19 You little group of people of Judah who are still alive, [listen to me]: Yahweh has told you, ‘Do not go to Egypt.’ [So] do not forget what I have warned you today.
De HEERE heeft tegen ulieden gesproken, gij overblijfsel van Juda! Gaat niet in Egypte; weet zekerlijk, dat ik heden tegen u betuigd heb.
20 I know that you were lying when you requested me to pray to Yahweh our God.
Gewisselijk, gij hebt uw zielen verleid; want gij hebt mij tot den HEERE, uw God, gezonden, zeggende: Bid voor ons tot den HEERE, onzen God, en naar alles, wat de HEERE, onze God, zal zeggen, alzo maak het ons bekend, en wij zullen het doen.

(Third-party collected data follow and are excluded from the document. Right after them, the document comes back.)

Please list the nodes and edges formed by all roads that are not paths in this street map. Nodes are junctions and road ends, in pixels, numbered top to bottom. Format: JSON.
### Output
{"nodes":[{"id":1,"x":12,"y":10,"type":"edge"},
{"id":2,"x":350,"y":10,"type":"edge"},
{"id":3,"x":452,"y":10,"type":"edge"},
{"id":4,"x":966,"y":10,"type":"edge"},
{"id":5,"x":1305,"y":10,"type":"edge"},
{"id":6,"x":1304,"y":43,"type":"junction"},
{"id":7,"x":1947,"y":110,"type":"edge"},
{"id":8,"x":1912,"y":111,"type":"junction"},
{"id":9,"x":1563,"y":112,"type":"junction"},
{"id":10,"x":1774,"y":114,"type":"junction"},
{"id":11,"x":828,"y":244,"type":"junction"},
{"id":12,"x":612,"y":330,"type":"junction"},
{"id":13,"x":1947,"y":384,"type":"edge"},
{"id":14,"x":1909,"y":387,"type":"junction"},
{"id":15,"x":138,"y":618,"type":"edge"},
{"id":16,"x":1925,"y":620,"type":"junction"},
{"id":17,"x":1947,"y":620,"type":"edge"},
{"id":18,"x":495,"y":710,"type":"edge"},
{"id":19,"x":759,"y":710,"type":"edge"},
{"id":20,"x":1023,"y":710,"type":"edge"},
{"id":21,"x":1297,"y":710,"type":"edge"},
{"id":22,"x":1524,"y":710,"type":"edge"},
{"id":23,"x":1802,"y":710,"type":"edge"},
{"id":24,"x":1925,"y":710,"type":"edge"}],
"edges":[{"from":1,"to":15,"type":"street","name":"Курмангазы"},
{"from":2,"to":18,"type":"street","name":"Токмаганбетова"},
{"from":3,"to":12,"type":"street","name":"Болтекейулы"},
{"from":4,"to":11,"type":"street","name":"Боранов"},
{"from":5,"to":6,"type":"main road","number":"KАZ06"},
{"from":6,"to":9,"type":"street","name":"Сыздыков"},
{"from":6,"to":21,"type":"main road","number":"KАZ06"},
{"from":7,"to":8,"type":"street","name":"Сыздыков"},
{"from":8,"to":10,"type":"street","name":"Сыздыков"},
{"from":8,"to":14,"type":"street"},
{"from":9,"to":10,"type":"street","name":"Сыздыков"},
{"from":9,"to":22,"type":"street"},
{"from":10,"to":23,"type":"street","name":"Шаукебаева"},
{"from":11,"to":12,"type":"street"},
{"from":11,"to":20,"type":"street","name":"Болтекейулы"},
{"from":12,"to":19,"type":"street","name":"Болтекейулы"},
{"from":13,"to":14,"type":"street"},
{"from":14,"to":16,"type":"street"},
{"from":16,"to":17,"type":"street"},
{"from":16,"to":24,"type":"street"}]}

21 And today I have told you exactly what he said, but [I know that] you will not obey Yahweh our God now, just as you have not obeyed him previously.
Nu heb ik het u heden bekend gemaakt; maar gij hebt niet gehoord naar de stem des HEEREN, uws Gods, noch naar al hetgeen, met hetwelk Hij mij tot u gezonden heeft.
22 You want to go to Egypt and live there. So now, you can be sure of this: [All of] you will die there. [Some of you will be killed] by the swords [of your enemies and others will die] from famines or from diseases.”
Zo weet nu zekerlijk, dat gij door het zwaard, door den honger en door de pestilentie sterven zult, ter plaatse, waar het u gelust heeft henen te gaan, om aldaar als vreemdelingen te verkeren.